Is the Google Cloud Platform HIPAA compliant?  Is the Google Cloud Platform a suitable alternative to Azure and AWS for healthcare organizations? In this post we determine whether the Google Cloud platform is HIPAA compliant and if it can be used by healthcare organizations to build applications, host infrastructure, and store files containing protected health information.

Healthcare organizations are increasingly taking advantage of cloud platforms. The healthcare cloud computing market was valued at $4.65 billion in 2016 and is expected to increase to more than $14.76 billion by 2022.

Amazon AWS is still the leading platform with a market share of 62% according to KeyBlanc, with Microsoft Azure second on 20%, but Google is gaining ground, with a market share of around 12%.

Amazon and Microsoft both offering platforms that support HIPAA compliance, but what about Google?
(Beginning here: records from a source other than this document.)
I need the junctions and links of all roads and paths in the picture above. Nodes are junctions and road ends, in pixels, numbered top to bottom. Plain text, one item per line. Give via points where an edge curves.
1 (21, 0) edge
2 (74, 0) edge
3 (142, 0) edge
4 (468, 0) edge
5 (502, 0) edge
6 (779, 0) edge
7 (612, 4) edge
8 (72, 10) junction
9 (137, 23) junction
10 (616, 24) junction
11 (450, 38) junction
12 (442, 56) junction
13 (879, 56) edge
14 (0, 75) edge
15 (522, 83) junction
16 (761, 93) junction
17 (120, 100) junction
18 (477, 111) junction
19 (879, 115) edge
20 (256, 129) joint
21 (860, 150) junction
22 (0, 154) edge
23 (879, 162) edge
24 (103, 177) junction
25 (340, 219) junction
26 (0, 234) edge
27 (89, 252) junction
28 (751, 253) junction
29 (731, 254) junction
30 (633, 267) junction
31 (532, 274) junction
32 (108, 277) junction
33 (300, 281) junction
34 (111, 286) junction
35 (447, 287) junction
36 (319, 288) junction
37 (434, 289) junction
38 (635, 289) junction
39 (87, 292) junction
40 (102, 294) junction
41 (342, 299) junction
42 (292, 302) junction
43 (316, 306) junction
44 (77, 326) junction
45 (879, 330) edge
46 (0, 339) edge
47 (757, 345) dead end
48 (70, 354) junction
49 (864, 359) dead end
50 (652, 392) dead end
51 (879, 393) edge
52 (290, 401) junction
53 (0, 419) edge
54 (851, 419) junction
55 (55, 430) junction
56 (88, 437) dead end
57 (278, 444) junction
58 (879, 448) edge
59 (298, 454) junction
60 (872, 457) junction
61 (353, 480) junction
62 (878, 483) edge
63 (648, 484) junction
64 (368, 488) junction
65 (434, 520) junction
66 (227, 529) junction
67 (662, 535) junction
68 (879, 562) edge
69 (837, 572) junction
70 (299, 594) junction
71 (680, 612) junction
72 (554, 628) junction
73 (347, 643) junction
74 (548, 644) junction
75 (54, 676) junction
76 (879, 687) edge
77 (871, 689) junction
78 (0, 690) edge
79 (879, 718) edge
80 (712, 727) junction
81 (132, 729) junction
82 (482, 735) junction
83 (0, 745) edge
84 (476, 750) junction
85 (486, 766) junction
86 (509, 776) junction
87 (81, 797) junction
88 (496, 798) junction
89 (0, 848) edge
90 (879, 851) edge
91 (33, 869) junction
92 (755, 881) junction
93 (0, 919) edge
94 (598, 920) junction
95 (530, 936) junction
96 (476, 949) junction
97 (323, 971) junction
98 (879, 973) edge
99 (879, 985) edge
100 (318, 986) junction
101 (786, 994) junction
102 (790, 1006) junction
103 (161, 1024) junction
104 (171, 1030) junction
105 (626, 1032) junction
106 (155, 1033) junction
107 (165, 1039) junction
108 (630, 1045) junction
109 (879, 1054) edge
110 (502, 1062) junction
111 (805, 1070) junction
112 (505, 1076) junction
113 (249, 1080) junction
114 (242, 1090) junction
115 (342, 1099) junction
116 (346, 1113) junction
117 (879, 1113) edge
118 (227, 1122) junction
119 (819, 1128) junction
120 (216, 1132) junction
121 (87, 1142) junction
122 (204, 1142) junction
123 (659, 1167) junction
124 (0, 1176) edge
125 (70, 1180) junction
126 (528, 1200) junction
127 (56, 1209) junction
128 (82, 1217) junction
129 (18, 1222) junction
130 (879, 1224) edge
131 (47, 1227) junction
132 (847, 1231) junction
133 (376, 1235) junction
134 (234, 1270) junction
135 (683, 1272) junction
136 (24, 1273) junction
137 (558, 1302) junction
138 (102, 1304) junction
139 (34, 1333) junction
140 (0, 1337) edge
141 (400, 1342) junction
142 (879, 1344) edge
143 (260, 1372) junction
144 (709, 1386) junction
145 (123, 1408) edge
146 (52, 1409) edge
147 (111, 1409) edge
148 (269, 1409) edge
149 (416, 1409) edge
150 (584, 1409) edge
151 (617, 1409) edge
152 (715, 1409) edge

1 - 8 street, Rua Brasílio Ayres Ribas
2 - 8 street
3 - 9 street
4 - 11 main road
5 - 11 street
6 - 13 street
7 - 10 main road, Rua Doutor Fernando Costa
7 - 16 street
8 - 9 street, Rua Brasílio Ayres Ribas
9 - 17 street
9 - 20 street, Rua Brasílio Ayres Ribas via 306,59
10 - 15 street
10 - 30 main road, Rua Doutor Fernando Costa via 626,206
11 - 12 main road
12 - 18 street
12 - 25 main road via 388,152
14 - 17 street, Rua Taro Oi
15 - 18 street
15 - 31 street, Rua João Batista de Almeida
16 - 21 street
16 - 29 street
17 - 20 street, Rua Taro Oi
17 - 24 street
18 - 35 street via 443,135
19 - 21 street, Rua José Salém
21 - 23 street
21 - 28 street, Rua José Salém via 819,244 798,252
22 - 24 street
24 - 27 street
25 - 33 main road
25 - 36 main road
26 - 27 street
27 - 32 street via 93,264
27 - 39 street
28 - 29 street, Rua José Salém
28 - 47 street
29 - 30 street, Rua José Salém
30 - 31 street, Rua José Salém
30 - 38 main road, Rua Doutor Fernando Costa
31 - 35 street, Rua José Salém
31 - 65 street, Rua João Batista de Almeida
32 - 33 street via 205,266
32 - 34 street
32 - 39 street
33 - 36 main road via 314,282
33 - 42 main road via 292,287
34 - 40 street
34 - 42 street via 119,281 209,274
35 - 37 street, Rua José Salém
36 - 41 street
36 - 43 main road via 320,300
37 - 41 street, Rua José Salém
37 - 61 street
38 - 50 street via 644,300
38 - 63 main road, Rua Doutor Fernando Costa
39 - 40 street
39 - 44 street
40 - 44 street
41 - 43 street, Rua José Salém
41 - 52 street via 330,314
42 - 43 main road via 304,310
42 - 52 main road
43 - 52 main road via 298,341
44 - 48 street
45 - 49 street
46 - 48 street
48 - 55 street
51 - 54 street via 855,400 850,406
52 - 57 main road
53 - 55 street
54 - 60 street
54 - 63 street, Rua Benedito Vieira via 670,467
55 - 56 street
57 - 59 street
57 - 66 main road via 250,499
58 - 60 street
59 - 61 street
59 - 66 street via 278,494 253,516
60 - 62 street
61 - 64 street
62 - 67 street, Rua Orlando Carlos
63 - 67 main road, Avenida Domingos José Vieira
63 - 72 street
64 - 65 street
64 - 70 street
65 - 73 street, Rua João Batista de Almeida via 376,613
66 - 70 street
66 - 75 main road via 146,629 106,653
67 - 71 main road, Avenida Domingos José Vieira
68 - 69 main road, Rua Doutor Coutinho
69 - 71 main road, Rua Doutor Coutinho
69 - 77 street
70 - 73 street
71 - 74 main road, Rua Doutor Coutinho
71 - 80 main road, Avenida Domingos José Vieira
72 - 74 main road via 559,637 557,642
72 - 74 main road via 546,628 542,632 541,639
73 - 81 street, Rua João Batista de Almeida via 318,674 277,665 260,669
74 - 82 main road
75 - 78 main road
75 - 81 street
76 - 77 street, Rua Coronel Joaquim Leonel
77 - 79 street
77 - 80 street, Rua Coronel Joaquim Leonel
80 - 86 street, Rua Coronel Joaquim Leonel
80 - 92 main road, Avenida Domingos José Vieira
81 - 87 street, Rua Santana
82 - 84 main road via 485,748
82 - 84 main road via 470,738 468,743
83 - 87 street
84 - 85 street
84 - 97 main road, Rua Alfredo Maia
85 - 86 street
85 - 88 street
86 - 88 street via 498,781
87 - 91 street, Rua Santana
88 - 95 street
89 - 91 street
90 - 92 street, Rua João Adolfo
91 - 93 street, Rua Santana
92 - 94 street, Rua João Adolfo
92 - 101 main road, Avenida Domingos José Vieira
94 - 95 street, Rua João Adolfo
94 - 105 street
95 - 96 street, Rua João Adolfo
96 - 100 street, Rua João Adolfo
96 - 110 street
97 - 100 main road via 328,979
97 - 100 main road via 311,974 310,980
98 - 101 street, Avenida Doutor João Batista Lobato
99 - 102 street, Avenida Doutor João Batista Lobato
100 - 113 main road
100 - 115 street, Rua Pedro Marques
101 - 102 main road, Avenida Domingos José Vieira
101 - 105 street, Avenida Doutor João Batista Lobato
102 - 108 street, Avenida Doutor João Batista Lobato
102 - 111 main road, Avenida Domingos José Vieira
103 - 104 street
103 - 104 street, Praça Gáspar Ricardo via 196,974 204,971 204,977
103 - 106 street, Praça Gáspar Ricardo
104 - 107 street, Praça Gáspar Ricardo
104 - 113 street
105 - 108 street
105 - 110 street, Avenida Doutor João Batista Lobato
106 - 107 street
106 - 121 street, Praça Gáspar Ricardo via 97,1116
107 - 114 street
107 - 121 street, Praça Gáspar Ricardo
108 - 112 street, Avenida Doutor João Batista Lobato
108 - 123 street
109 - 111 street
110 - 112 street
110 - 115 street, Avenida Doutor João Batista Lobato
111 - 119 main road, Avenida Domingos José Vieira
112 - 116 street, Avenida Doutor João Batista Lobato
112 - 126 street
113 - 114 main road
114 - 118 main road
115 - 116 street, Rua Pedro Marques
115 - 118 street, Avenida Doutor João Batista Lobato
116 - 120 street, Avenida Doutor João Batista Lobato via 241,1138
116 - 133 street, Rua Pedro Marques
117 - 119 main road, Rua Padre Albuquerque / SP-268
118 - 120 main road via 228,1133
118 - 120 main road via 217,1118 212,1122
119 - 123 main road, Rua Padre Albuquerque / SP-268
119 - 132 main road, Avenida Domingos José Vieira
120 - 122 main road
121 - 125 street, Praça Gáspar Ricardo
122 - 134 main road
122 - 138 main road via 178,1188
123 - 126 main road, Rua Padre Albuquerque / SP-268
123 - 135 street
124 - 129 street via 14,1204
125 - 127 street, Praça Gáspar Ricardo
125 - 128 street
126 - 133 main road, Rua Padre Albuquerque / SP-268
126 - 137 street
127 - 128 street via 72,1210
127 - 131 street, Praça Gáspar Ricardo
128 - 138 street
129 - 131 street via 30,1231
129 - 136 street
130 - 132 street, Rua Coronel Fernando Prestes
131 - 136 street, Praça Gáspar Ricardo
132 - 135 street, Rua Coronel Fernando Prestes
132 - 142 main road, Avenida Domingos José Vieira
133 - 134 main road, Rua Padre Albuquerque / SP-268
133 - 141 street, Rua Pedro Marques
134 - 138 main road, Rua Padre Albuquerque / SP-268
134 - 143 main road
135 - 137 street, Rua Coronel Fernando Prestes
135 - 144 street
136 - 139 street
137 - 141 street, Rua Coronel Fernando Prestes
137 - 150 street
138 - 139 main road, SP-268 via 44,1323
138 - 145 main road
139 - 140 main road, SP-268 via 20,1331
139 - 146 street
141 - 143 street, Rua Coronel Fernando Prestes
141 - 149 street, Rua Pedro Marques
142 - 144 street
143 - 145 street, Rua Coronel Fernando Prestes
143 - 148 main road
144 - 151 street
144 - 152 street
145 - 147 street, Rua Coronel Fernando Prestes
Is the Google Cloud Platform HIPAA compliant?

Will Google Sign a Business Associate Agreement Covering its Cloud Platform?

Since the Omnibus Rule came into effect in September 2013, Google has been signing business associate agreements with HIPAA covered entities for G-Suite and in early 2014, Google extended its BAA to include the Google Cloud Platform.

Google’s BAA now covers most of its cloud services including Compute Engine, Cloud Storage, Cloud SQL for MySQL, Cloud SQL for PostgreSQL, Cloud Dataproc, Genomics, BigQuery, Kubernetes Engine, Container Registry, Cloud Dataflow, Cloud Bigtable, Cloud Pub/Sub, Cloud Translation API, Cloud Speech API, Stackdriver Logging, Stackdriver Error Reporting, Stackdriver Trace, Stackdriver Debugger, Cloud Datalab, Cloud Machine Learning Engine, Cloud Natural Language, Cloud Data Loss Prevention API, Cloud Vision API, Google App Engine, Cloud Load Balancing, Cloud VPN, and Cloud Spanner.

Further, in 2016, a partnership between Google and the backend-as-a-service mobile provider Kinvey saw its mBaaS available on Google Cloud. The mBaaS incorporates connectors to electronic health record systems to support healthcare apps.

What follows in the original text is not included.